What [mention]miacomet [/mention] seems to be going through is extremely common when someone retires. Their struggle is something we all need to learn from, and I appreciate their openness in discussing it. It is exceedingly common for retirees to miss working, especially if they have worked for a long time in the field and/or their self identity is significantly tied to that career. As doctors, our training makes this a very common issue for us. We’re also by nature high achievers and “doers” so a life of recreation isn’t quite what we’re seeking.

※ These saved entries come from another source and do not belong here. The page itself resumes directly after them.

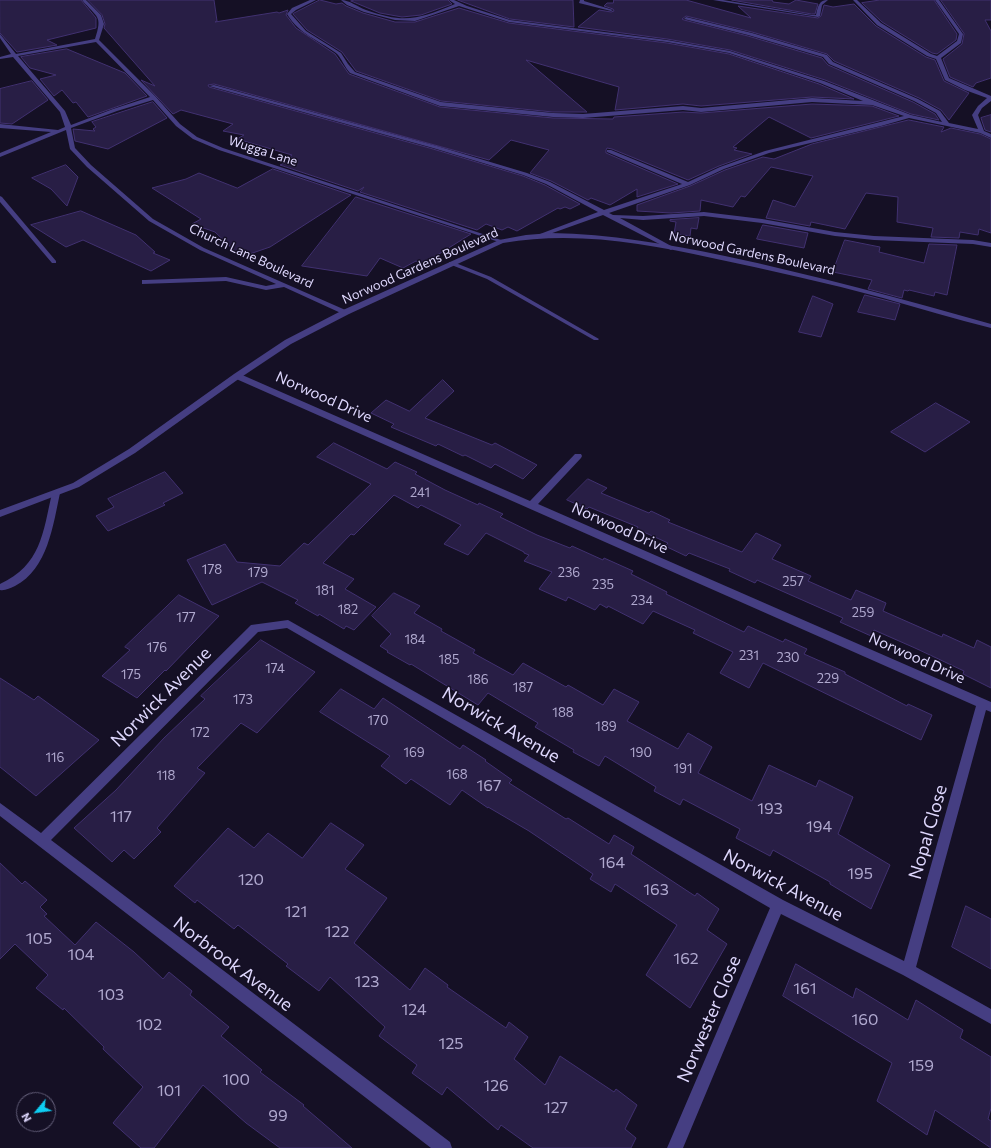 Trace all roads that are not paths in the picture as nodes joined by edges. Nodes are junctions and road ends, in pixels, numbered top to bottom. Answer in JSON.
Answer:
{"nodes":[{"id":1,"x":84,"y":0,"type":"edge"},
{"id":2,"x":314,"y":0,"type":"edge"},
{"id":3,"x":343,"y":0,"type":"edge"},
{"id":4,"x":451,"y":0,"type":"edge"},
{"id":5,"x":582,"y":0,"type":"edge"},
{"id":6,"x":715,"y":0,"type":"edge"},
{"id":7,"x":826,"y":0,"type":"edge"},
{"id":8,"x":848,"y":0,"type":"edge"},
{"id":9,"x":855,"y":0,"type":"edge"},
{"id":10,"x":937,"y":0,"type":"edge"},
{"id":11,"x":458,"y":4,"type":"junction"},
{"id":12,"x":612,"y":10,"type":"dead end"},
{"id":13,"x":686,"y":18,"type":"dead end"},
{"id":14,"x":0,"y":35,"type":"edge"},
{"id":15,"x":97,"y":40,"type":"junction"},
{"id":16,"x":14,"y":56,"type":"junction"},
{"id":17,"x":0,"y":58,"type":"edge"},
{"id":18,"x":938,"y":58,"type":"junction"},
{"id":19,"x":212,"y":86,"type":"dead end"},
{"id":20,"x":154,"y":98,"type":"junction"},
{"id":21,"x":991,"y":98,"type":"edge"},
{"id":22,"x":873,"y":103,"type":"junction"},
{"id":23,"x":909,"y":116,"type":"junction"},
{"id":24,"x":946,"y":123,"type":"junction"},
{"id":25,"x":0,"y":126,"type":"edge"},
{"id":26,"x":68,"y":128,"type":"junction"},
{"id":27,"x":59,"y":132,"type":"junction"},
{"id":28,"x":982,"y":132,"type":"junction"},
{"id":29,"x":991,"y":136,"type":"edge"},
{"id":30,"x":609,"y":151,"type":"dead end"},
{"id":31,"x":0,"y":155,"type":"edge"},
{"id":32,"x":688,"y":184,"type":"junction"},
{"id":33,"x":0,"y":198,"type":"edge"},
{"id":34,"x":603,"y":212,"type":"junction"},
{"id":35,"x":610,"y":216,"type":"junction"},
{"id":36,"x":542,"y":235,"type":"junction"},
{"id":37,"x":501,"y":241,"type":"junction"},
{"id":38,"x":991,"y":245,"type":"edge"},
{"id":39,"x":671,"y":248,"type":"junction"},
{"id":40,"x":54,"y":262,"type":"dead end"},
{"id":41,"x":451,"y":264,"type":"junction"},
{"id":42,"x":145,"y":282,"type":"dead end"},
{"id":43,"x":285,"y":285,"type":"junction"},
{"id":44,"x":346,"y":312,"type":"junction"},
{"id":45,"x":991,"y":326,"type":"edge"},
{"id":46,"x":596,"y":339,"type":"dead end"},
{"id":47,"x":237,"y":376,"type":"junction"},
{"id":48,"x":578,"y":456,"type":"dead end"},
{"id":49,"x":56,"y":493,"type":"junction"},
{"id":50,"x":532,"y":505,"type":"junction"},
{"id":51,"x":0,"y":514,"type":"edge"},
{"id":52,"x":3,"y":587,"type":"dead end"},
{"id":53,"x":987,"y":706,"type":"edge"},
{"id":54,"x":0,"y":809,"type":"edge"},
{"id":55,"x":42,"y":841,"type":"junction"},
{"id":56,"x":778,"y":905,"type":"junction"},
{"id":57,"x":908,"y":970,"type":"junction"},
{"id":58,"x":991,"y":1017,"type":"edge"},
{"id":59,"x":437,"y":1146,"type":"edge"},
{"id":60,"x":675,"y":1148,"type":"edge"}],
"edges":[{"from":1,"to":15,"type":"street"},
{"from":2,"to":22,"type":"street"},
{"from":3,"to":11,"type":"street"},
{"from":4,"to":11,"type":"street"},
{"from":5,"to":12,"type":"street"},
{"from":6,"to":7,"type":"street"},
{"from":8,"to":9,"type":"street"},
{"from":9,"to":18,"type":"street"},
{"from":10,"to":18,"type":"street"},
{"from":11,"to":22,"type":"street"},
{"from":13,"to":24,"type":"street"},
{"from":14,"to":16,"type":"street","name":"Church Lane Boulevard"},
{"from":15,"to":16,"type":"street"},
{"from":15,"to":20,"type":"street","name":"Wugga Lane"},
{"from":16,"to":17,"type":"street"},
{"from":16,"to":26,"type":"street","name":"Church Lane Boulevard"},
{"from":18,"to":21,"type":"street"},
{"from":19,"to":34,"type":"street"},
{"from":20,"to":26,"type":"street"},
{"from":20,"to":37,"type":"street","name":"Wugga Lane"},
{"from":21,"to":28,"type":"street"},
{"from":22,"to":23,"type":"street"},
{"from":23,"to":24,"type":"street"},
{"from":23,"to":32,"type":"street"},
{"from":24,"to":28,"type":"street"},
{"from":25,"to":27,"type":"street"},
{"from":26,"to":27,"type":"street"},
{"from":26,"to":43,"type":"street","name":"Church Lane Boulevard"},
{"from":27,"to":31,"type":"street"},
{"from":28,"to":29,"type":"street"},
{"from":30,"to":32,"type":"street"},
{"from":32,"to":34,"type":"street"},
{"from":33,"to":40,"type":"street"},
{"from":34,"to":35,"type":"street"},
{"from":34,"to":36,"type":"street"},
{"from":35,"to":38,"type":"street"},
{"from":35,"to":39,"type":"street"},
{"from":36,"to":37,"type":"street","name":"Norwood Gardens Boulevard"},
{"from":36,"to":39,"type":"street","name":"Norwood Gardens Boulevard"},
{"from":37,"to":41,"type":"street","name":"Norwood Gardens Boulevard"},
{"from":39,"to":45,"type":"street","name":"Norwood Gardens Boulevard"},
{"from":41,"to":44,"type":"street","name":"Norwood Gardens Boulevard"},
{"from":41,"to":46,"type":"lane"},
{"from":42,"to":43,"type":"street"},
{"from":43,"to":44,"type":"street","name":"Church Lane Boulevard"},
{"from":44,"to":47,"type":"street","name":"Norwood Gardens Boulevard"},
{"from":47,"to":49,"type":"street","name":"Norwood Gardens Boulevard"},
{"from":47,"to":50,"type":"street","name":"Norwood Drive"},
{"from":48,"to":50,"type":"street"},
{"from":49,"to":51,"type":"street","name":"Norwood Gardens Boulevard"},
{"from":49,"to":52,"type":"lane"},
{"from":50,"to":53,"type":"street","name":"Norwood Drive"},
{"from":53,"to":57,"type":"street","name":"Nopal Close"},
{"from":54,"to":55,"type":"street","name":"Norbrook Avenue"},
{"from":55,"to":56,"type":"street","name":"Norwick Avenue"},
{"from":55,"to":59,"type":"street","name":"Norbrook Avenue"},
{"from":56,"to":57,"type":"street","name":"Norwick Avenue"},
{"from":56,"to":60,"type":"street","name":"Norwester Close"},
{"from":57,"to":58,"type":"street","name":"Norwick Avenue"}]}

To miacomet: Dan pink identified three things needed for job satisfaction, but they also are needed for life satisfaction - autonomy, mastery, and purpose. I could be wrong and this isn’t the reason for your struggle, but I suspect it is an issue of not having activities to satisfy those core needs we have as humans that work fulfills very well (medicine fills it too well). If you think it is seeing patients that you are missing and don’t need the money, try volunteering at a free clinic. See if it is patients you are missing. Or is it the complexity of cases in the ED? Or is it just having a sense of purpose, or one of those needs not being satisfied? None of that requires you to go do a residency. Just know that often these feelings are something you will wrestle with daily and for quite some time, but you need to figure out a way to give yourself a sense of direction. Anyone who retires needs to have a way to satisfy those three core needs in retirement. Until you know how you will satisfy those needs in retirement, any of us should try to delay or defer retirement. You’re already there, so just do your best to try to find ways to satisfy those needs and give yourself grace when you fall short. Good luck on your journey.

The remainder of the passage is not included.